§ TASK DATA:
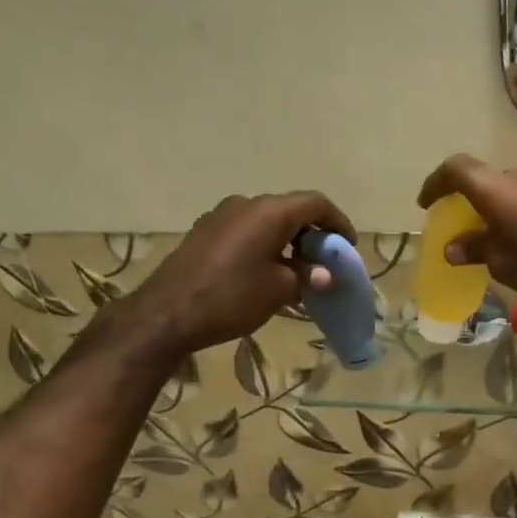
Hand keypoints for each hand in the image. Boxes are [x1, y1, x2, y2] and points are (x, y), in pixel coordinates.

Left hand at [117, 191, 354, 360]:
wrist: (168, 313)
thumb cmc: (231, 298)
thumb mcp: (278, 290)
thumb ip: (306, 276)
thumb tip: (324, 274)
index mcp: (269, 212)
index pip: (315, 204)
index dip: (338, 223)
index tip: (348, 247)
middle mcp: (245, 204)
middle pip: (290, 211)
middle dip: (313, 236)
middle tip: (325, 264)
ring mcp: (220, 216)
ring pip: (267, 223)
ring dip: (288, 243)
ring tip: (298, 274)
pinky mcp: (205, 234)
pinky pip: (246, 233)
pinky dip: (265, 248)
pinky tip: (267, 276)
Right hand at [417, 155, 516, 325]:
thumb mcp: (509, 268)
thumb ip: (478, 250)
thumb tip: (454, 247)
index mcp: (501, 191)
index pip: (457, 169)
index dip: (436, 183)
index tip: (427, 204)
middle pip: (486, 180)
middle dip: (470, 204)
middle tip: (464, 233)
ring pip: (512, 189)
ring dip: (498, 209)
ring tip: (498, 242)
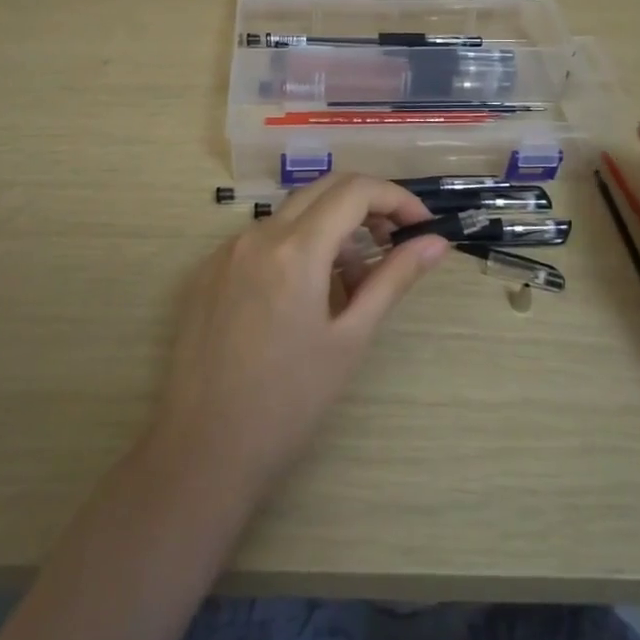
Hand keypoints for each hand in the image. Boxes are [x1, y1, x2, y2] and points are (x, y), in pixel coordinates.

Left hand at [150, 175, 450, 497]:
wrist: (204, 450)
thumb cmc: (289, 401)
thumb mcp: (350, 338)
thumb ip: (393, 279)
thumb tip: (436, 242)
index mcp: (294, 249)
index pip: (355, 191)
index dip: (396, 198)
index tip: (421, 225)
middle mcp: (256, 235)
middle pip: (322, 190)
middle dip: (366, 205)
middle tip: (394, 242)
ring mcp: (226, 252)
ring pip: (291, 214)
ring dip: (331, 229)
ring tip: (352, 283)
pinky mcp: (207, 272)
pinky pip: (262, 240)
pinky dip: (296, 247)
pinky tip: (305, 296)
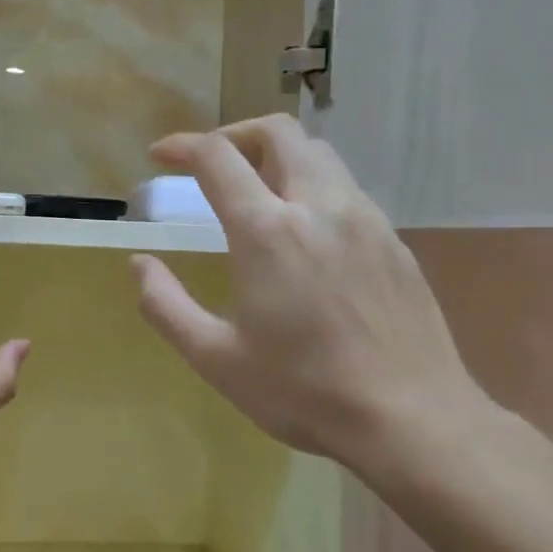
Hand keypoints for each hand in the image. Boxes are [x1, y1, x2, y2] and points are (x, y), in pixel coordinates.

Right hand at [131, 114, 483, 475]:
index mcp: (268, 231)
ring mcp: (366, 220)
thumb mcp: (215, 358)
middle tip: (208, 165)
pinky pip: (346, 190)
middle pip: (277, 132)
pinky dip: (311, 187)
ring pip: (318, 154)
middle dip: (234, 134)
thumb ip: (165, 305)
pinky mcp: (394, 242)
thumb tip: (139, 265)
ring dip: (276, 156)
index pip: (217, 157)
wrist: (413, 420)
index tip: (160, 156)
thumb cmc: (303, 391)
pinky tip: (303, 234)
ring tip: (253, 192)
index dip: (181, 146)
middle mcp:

§ TRY IT: Without the pictures, repeat the entries above line by line, from the first through the one that contains "middle tip: (325, 264)", both ends included.

§ PROBLEM SOLUTION:
Hand keypoints for each hand in the image. Boxes are [x1, y1, x2, y2] and points are (x, y), in pixel coordinates.

Left hand at [117, 191, 354, 360]:
wrist: (168, 313)
thumb cmc: (231, 298)
thumb mcp: (278, 290)
thumb ip: (306, 276)
thumb tip: (324, 274)
index mcp: (269, 212)
index pip: (315, 204)
index dip: (338, 223)
index tip: (348, 247)
middle mcp: (245, 204)
middle pip: (290, 211)
middle dip: (313, 236)
middle tip: (325, 264)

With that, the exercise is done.